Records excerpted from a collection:
=-=-=
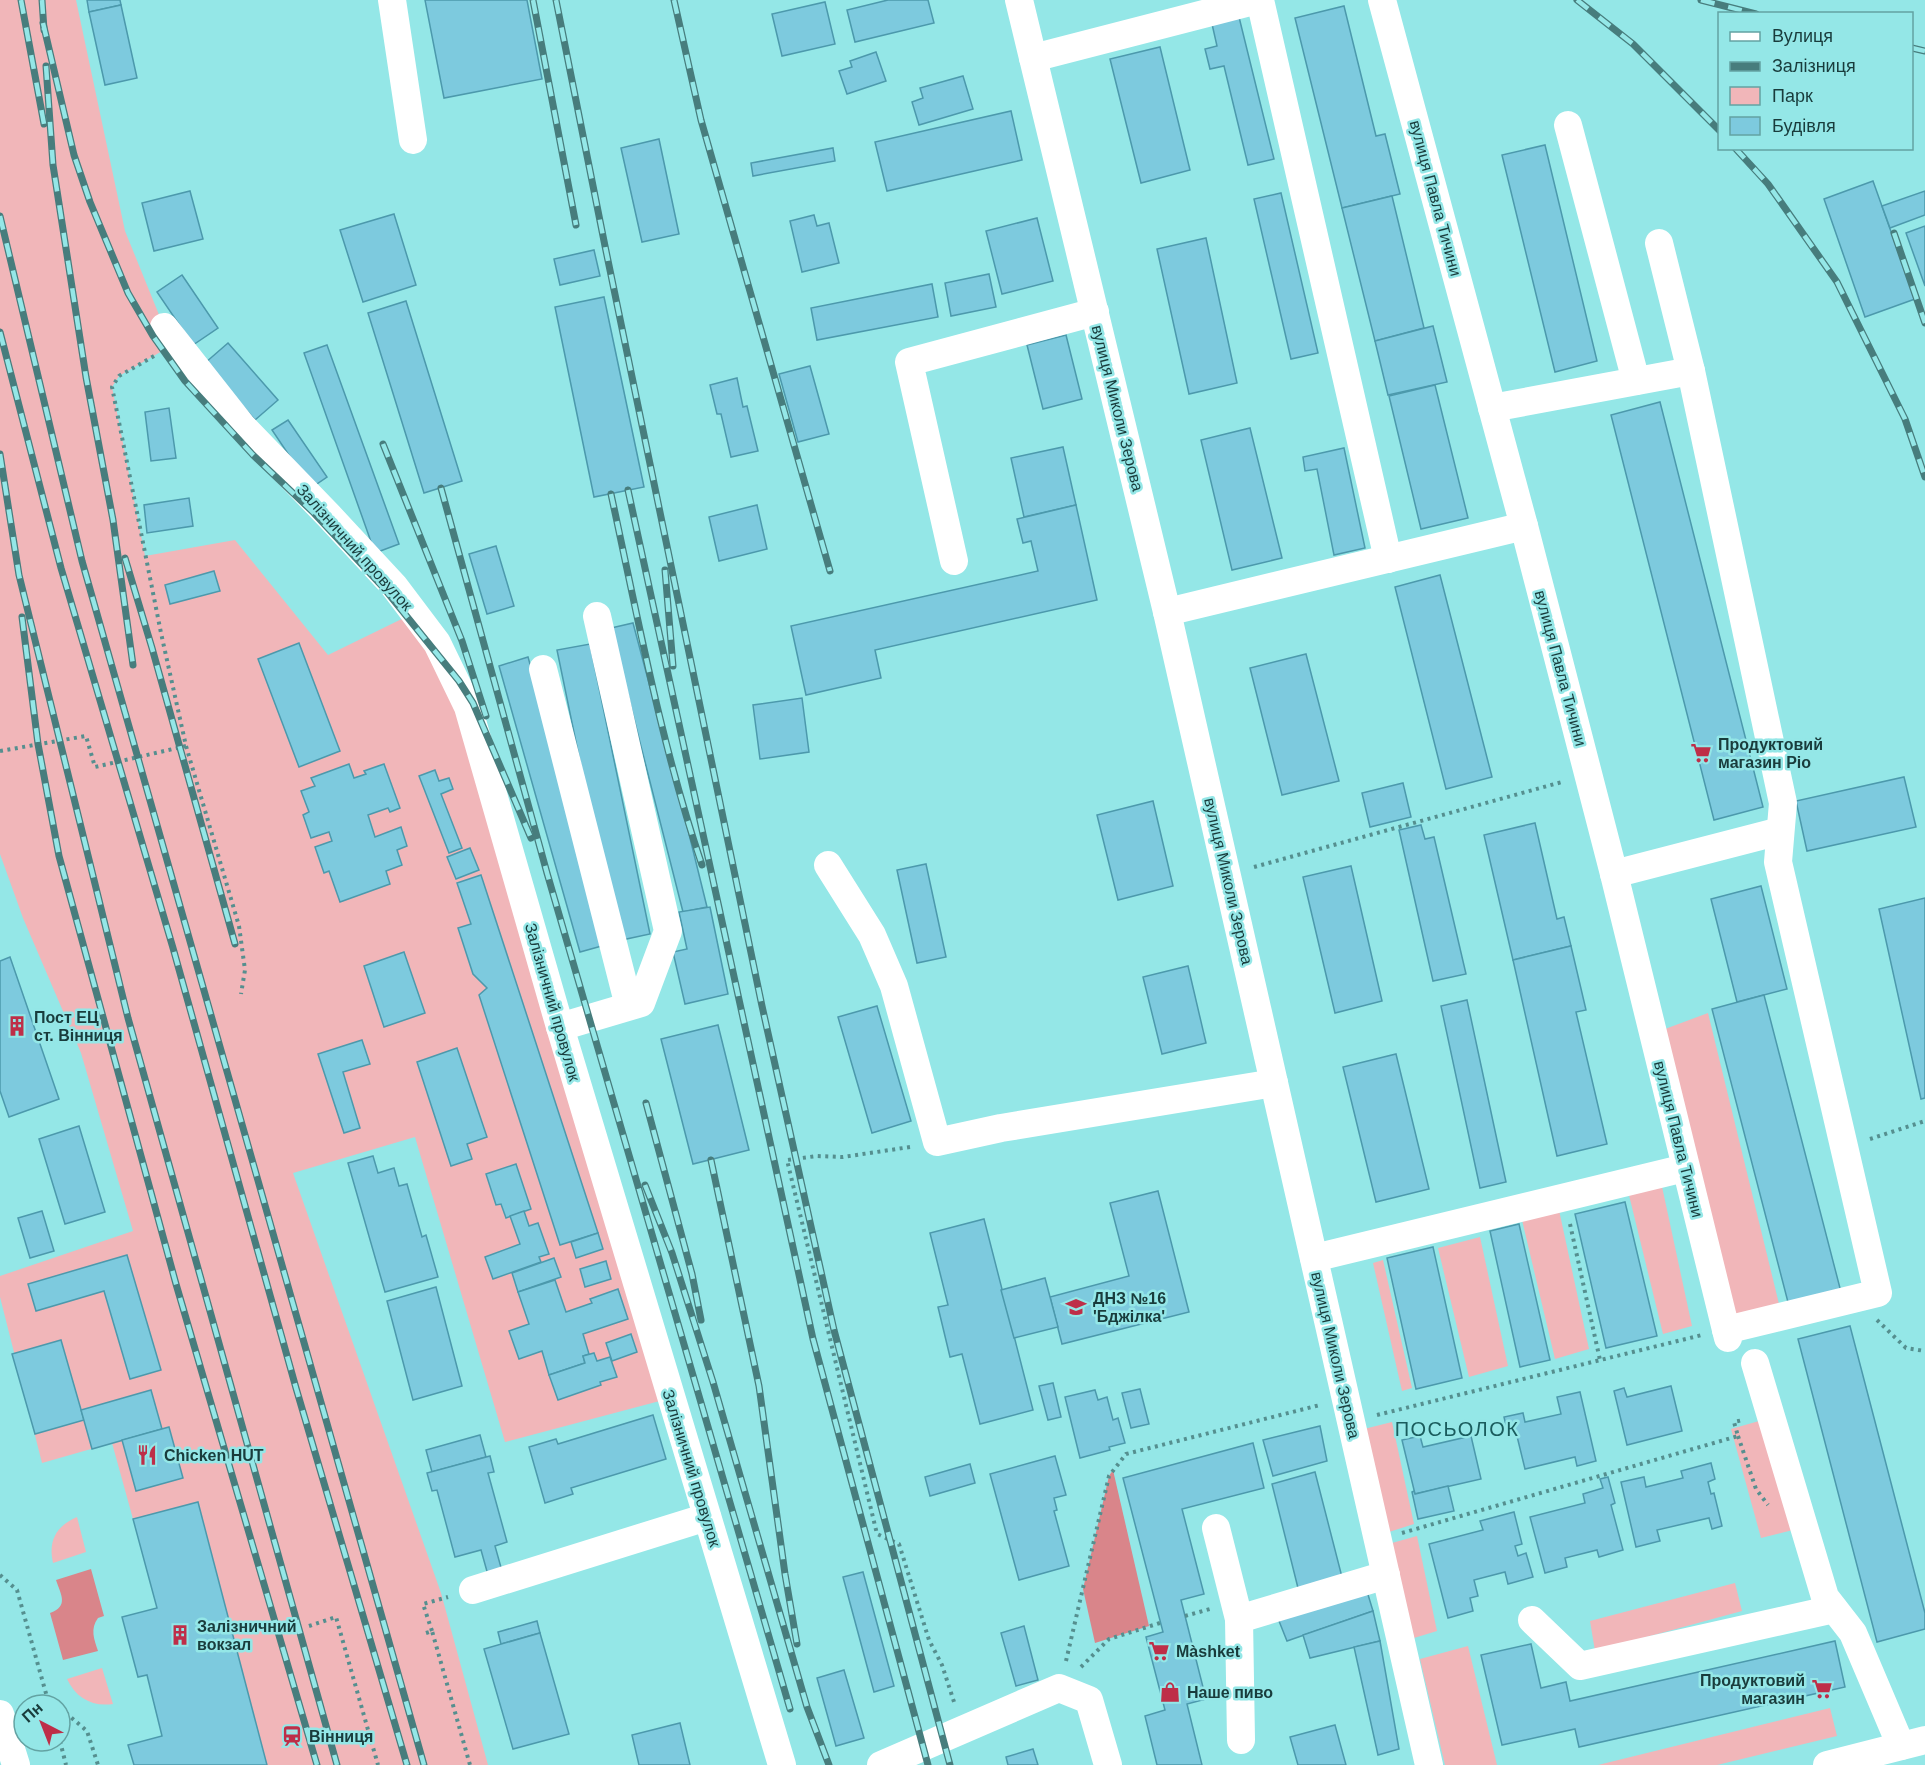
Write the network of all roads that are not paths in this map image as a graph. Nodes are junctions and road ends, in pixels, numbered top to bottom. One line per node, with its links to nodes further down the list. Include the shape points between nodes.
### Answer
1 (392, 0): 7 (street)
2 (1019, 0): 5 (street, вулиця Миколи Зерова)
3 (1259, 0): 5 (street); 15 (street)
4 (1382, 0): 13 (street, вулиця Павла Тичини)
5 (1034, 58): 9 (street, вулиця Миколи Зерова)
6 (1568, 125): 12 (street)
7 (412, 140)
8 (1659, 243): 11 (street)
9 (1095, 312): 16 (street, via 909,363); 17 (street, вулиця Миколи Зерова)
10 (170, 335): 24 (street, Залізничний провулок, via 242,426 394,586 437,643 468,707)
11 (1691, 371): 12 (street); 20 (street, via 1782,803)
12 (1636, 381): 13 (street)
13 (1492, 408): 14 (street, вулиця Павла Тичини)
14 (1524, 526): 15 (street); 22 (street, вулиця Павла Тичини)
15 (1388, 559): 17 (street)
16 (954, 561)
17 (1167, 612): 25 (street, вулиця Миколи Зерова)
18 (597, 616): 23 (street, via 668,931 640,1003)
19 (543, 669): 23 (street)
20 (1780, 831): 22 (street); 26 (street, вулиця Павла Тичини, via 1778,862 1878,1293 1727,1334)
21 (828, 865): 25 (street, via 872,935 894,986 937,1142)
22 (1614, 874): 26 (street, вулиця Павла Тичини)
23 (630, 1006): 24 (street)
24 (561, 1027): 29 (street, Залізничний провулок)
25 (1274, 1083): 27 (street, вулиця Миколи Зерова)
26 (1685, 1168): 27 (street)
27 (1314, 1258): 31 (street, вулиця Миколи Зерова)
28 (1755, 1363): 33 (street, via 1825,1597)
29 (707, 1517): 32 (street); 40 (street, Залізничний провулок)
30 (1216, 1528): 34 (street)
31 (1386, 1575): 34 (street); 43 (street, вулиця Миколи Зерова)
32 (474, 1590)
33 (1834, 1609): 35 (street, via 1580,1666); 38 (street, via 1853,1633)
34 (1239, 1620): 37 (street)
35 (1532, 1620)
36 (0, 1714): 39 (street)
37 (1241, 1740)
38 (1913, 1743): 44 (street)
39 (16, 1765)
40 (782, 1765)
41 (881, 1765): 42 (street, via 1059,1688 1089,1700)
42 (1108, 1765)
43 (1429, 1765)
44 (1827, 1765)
=-=-=
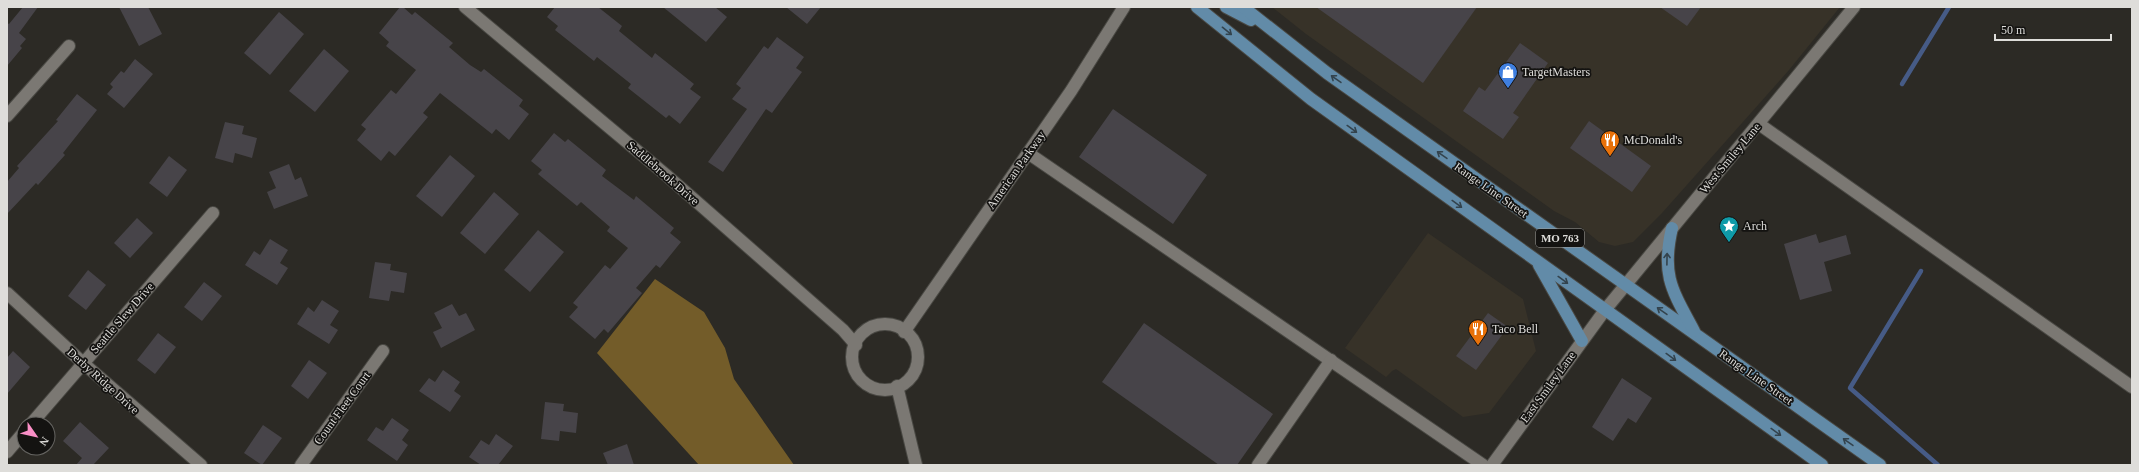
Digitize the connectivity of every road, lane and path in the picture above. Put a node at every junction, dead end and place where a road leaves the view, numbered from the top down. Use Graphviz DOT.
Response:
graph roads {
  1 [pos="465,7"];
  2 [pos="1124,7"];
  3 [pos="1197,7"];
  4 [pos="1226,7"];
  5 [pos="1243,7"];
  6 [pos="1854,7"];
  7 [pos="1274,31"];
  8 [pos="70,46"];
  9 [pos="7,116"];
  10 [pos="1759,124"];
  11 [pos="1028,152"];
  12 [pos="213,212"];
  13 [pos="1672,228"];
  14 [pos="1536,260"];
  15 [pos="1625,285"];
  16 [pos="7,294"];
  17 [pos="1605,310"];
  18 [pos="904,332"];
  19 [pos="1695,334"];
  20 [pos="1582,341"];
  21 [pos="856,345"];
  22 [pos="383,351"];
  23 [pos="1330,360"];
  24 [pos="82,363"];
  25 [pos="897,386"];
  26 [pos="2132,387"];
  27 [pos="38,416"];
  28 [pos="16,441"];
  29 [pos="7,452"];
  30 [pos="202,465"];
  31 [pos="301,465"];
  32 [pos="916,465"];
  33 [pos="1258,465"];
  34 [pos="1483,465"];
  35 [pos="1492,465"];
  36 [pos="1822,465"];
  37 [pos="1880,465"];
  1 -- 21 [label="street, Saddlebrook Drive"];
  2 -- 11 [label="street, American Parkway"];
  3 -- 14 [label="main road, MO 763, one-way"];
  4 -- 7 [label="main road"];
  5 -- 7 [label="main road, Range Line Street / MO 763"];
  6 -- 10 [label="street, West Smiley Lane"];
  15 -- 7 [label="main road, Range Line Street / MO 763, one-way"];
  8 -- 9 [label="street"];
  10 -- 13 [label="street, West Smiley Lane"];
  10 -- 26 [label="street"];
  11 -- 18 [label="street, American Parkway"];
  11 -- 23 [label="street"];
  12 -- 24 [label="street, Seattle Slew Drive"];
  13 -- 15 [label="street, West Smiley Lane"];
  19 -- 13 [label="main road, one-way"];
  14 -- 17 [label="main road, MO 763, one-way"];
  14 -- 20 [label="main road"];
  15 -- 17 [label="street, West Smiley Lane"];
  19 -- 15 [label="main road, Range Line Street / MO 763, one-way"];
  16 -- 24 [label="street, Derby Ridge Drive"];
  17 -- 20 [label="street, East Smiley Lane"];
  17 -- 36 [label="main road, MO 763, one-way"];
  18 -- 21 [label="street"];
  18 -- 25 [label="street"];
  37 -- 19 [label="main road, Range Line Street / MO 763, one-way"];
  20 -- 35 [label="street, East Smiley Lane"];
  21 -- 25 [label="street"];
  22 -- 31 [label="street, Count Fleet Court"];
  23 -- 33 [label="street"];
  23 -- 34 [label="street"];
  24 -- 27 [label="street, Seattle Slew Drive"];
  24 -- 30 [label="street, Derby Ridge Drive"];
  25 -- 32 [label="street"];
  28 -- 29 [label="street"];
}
=-=-=
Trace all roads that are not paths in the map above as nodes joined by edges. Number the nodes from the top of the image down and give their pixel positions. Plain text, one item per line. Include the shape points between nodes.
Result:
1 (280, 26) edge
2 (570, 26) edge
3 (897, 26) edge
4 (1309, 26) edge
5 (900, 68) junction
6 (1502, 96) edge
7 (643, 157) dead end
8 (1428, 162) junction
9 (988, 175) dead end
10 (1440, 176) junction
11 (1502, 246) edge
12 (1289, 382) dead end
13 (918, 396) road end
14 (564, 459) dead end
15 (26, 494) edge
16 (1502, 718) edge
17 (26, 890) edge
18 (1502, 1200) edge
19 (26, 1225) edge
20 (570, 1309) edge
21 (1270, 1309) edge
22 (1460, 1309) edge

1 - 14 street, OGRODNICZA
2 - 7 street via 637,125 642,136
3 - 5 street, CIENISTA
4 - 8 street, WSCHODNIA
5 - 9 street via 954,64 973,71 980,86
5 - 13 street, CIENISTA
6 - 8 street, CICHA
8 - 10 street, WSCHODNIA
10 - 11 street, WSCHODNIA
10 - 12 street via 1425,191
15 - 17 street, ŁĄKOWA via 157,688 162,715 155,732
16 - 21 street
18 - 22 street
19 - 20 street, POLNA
=-=-=
- TASK DETAILS -
Copy out each line in the preceding records that contains "points".

- ANSWER SPACE -
Write the network of all roads that are not paths in this map image as a graph. Nodes are junctions and road ends, in pixels, numbered top to bottom. One line per node, with its links to nodes further down the list. Include the shape points between nodes.
Trace all roads that are not paths in the map above as nodes joined by edges. Number the nodes from the top of the image down and give their pixel positions. Plain text, one item per line. Include the shape points between nodes.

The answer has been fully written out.